Cinoche : Le prodige


La diagonale du fou.

American bluff, Zodiac, Harvey Milk, Argo, et j'en passe, les années 70 sont décidément très cinégéniques, particulièrement chez nos cousins américains et (au vu des quelques exemples cités) cela nous vaut quelques très bons films.
Celui d'Edward Zwick (oui, le faiseur de Blood Diamond) ne dépareillera pas la série.
Le prodige (encore une lamentable traduction : Le sacrifice du pion avait tout de même une autre portée en VO !) porte à l'écran la vie et le destin de Bobby Fisher, le vainqueur de la Guerre Froide, le porte-étendard du Monde Libre face à l'Empire Soviétique, le gagnant du tournoi d'échecs qui l'opposa au russe Boris Spassky en juillet 1972 à Reykjavík en Islande.
Toute notre jeunesse, quoi !
Le pion c'est évidemment Fisher, sacrifié, poussé en avant, propulsé sur la scène, alors qu'il n'était qu'un type, certes brillant aux échecs, mais odieux et arrogant à souhait, parano en diable et tout à fait incapable de gérer la pression que tout plein de gens bien intentionnés lui collèrent sur le dos.
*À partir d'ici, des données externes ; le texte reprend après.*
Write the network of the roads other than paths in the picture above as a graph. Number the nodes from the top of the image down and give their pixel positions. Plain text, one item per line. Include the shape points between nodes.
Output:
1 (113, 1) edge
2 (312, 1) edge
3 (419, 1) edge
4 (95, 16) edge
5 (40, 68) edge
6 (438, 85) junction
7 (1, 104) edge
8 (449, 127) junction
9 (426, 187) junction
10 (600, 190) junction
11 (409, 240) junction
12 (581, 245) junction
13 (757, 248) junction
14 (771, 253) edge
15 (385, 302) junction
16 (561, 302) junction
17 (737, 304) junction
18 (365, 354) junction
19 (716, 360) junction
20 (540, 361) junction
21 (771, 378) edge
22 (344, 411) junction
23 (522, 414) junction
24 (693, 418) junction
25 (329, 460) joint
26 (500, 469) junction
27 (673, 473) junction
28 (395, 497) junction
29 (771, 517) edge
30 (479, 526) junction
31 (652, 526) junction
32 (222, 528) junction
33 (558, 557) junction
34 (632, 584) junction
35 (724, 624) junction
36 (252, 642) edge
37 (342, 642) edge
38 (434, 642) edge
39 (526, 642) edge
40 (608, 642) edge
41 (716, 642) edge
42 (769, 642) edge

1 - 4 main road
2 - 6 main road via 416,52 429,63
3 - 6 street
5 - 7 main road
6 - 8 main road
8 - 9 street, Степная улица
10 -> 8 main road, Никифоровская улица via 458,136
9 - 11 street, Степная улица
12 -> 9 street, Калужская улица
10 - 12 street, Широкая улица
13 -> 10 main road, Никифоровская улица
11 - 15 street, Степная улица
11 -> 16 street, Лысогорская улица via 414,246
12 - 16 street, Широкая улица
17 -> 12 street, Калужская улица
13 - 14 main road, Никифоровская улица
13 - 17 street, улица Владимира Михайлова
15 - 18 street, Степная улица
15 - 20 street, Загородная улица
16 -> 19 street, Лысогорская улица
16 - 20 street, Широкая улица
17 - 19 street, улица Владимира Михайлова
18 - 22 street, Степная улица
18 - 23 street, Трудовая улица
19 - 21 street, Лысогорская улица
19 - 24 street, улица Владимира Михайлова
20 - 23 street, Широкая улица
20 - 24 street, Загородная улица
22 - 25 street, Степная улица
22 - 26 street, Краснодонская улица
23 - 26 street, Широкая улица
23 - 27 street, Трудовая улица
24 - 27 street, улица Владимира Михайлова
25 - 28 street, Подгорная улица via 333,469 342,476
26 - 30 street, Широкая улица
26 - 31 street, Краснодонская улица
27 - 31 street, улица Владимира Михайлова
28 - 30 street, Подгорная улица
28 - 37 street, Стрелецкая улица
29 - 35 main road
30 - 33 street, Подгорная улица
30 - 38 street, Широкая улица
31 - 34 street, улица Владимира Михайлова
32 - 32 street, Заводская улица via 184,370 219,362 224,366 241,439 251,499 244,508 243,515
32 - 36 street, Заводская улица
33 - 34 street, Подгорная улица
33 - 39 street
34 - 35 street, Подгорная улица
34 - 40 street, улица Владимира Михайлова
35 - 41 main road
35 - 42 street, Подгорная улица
Alors oui, le Monde Libre a gagné à Reykjavik, mais Bobby Fisher y perdra encore quelques neurones, y grillera encore quelques cases et y laissera les dernières lueurs de raison qui lui restaient.
Dans un rôle de barjo pas facile, Tobey Maguire est tout simplement époustouflant de naturel, criant de vérité. Il n'en fait ni trop, ni trop peu : juste ce qu'il faut pour nous entraîner avec lui dans sa course folle. Car s'il y a folie, il y a aussi course (ou match) et entraînement. Les échecs sont un sport où il faut entraîner sa mémoire et sa cervelle à calculer, prévoir et anticiper les coups possibles au fur et à mesure que se démultiplient les combinaisons possibles. Même pour celui qui ne connait rien à ce jeu, tout cela est superbement rendu avec brio et luminosité, suspense et retournements, fibrillations et palpitations. Comme pour préparer un iron-man, on court essoufflé, le palpitant qui tape, derrière notre champion Fisher.
Et on a mal à la tête pour lui.
Les longs préparatifs du match islandais (on devra remonter à l'enfance de Fisher !) sont tout de même rendus palpitants par cet étonnant personnage qu'incarne Michael Stuhlbarg : l'avocat survolté qui s'improvise agent et cornac de Fisher. Tous deux font la paire (et éclipsent totalement le troisième larron, l'inexistant curé) : ils portent littéralement le film jusqu'au match de boxe final, transcription particulièrement fidèle des six premiers rounds de celui de l'Histoire (c'est au sixième round que le Monde bascula du côté de la force).
Par bien des aspects, ce film rappelle Imitation Game : biopic, guerre(s), être différent, défi cérébral, ...
Au-delà de ces aspects académiques et un peu convenus, ce qui fait la force de ce Prodige, c'est bien la mise en scène du vent de folie qui souffle entre les oreilles de Fisher. Écartelé entre son arrogance et ses peurs, boosté par sa passion des échecs, rongé par sa parano galopante, dévoré par l'envie de gagner. On partage avec empathie les passions et les folies de cet insupportable et incroyable bonhomme : c'est à cela que tient la réussite du film.
Ah oui, et y'a pas que les costumes, les décors et les coiffures qui sont d'époque, la BOF aussi, yeah !
Avec (entre autres) le Jefferson Airplane fétiche de BMR : Grace Slick chante une fois de plus [1] le White Rabbit.
MAM préfère trépigner dans son fauteuil avec le Creedence Clairwater Revival mais ça la rajeunit pas pour autant, yeah !

Pour celles et ceux qui aiment les jeux de pions, même sans dames.